Distressing Rumors, and How We Handle Them

Picture of Wounded NR Author You can see (left) how we feel after reading the incorrect reports of bugs in Numerical Recipes that circulate on the Internet! The Internet is an efficient propagator of "urban legends" (see also the alt.folklore.urban FAQ), like the one about the poodle in the microwave oven, or the Mrs. Fields cookie recipe. There are also several well-known hoaxes concerning viruses on the internet. A different kind of myth that continues to circulate (less-flamboyant than these others, perhaps, but much more distressing to us, as the picture shows) is that Numerical Recipes is "full of bugs".

Our best rebuttal is simply to point to the hundreds of thousands of happy Numerical Recipes users (there are about a quarter-million copies of Numerical Recipes in print).
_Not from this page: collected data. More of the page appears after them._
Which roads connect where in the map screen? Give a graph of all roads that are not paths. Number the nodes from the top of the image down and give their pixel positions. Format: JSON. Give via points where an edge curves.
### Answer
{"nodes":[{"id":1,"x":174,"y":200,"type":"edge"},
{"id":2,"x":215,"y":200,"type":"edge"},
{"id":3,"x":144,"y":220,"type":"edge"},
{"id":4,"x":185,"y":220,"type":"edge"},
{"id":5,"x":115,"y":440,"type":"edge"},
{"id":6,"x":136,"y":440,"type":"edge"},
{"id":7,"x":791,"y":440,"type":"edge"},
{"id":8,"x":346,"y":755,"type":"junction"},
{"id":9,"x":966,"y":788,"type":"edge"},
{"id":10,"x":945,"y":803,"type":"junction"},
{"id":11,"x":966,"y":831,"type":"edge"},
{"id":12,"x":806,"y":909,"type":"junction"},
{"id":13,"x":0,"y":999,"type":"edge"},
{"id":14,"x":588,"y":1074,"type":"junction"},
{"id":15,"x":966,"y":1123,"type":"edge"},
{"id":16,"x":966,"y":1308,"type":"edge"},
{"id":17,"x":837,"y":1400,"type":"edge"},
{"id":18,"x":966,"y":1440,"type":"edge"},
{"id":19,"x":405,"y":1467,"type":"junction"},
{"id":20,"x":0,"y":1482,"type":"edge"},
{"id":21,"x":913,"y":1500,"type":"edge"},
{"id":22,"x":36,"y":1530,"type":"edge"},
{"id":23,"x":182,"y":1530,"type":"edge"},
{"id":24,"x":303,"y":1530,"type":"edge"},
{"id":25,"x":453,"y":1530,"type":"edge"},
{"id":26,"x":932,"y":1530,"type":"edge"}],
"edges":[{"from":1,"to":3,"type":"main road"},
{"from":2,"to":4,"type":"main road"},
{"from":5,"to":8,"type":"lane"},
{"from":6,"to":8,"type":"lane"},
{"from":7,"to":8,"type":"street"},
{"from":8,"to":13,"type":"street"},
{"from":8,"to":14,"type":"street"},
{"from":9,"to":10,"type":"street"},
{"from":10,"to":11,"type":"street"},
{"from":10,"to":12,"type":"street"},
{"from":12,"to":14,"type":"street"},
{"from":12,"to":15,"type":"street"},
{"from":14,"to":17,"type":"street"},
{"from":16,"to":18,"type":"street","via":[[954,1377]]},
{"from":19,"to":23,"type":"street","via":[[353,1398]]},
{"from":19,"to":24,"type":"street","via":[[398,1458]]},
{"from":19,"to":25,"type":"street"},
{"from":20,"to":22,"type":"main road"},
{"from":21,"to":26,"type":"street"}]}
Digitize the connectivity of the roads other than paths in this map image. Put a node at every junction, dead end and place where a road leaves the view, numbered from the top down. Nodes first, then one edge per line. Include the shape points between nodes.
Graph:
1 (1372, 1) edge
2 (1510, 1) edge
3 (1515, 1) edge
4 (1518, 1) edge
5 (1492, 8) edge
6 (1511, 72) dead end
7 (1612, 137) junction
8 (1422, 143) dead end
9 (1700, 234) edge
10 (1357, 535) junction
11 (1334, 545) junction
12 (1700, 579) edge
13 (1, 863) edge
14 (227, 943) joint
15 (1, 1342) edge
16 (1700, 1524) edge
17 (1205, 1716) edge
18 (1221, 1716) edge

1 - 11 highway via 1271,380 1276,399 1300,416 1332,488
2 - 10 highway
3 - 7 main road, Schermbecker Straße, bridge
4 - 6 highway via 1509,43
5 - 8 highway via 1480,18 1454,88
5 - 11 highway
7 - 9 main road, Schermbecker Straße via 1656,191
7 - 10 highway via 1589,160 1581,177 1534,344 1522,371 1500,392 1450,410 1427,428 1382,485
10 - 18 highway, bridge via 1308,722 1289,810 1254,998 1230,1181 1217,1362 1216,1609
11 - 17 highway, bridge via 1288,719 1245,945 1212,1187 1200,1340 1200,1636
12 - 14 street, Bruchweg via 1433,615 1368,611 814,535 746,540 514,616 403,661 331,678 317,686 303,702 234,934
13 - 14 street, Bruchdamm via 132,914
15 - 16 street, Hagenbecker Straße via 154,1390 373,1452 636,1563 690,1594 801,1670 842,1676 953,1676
We receive more than a thousand unsolicited pieces of "fan mail" each year, and only a very small number of complaints.

We pay attention to all bug reports, track them down, and fix them. We've been doing this since the very first printing of the first edition in 1986. Problem is, some people keep circulating old lists of bugs and don't correct their lists to reflect the present reality -- and they also include erroneous bug reports in their lists, bugs which (as far as we can tell) never did exist!

Another pattern we notice is the user whose program doesn't work, and who (rather than searching out the real cause) decides to let off steam by posting a virulent attack on some randomly chosen Numerical Recipes routine. These cases are often easy for us to identify, since they frequently mention routines that we know to be correct, but which require a modest degree of mathematical understanding to use correctly (e.g. the Fourier routines)!

If you have a Second Edition version of Numerical Recipes, be sure you keep it updated, using the free upgrade files that can be found elsewhere in our Web pages. (If you have only a First Edition version, it is time to replace it!)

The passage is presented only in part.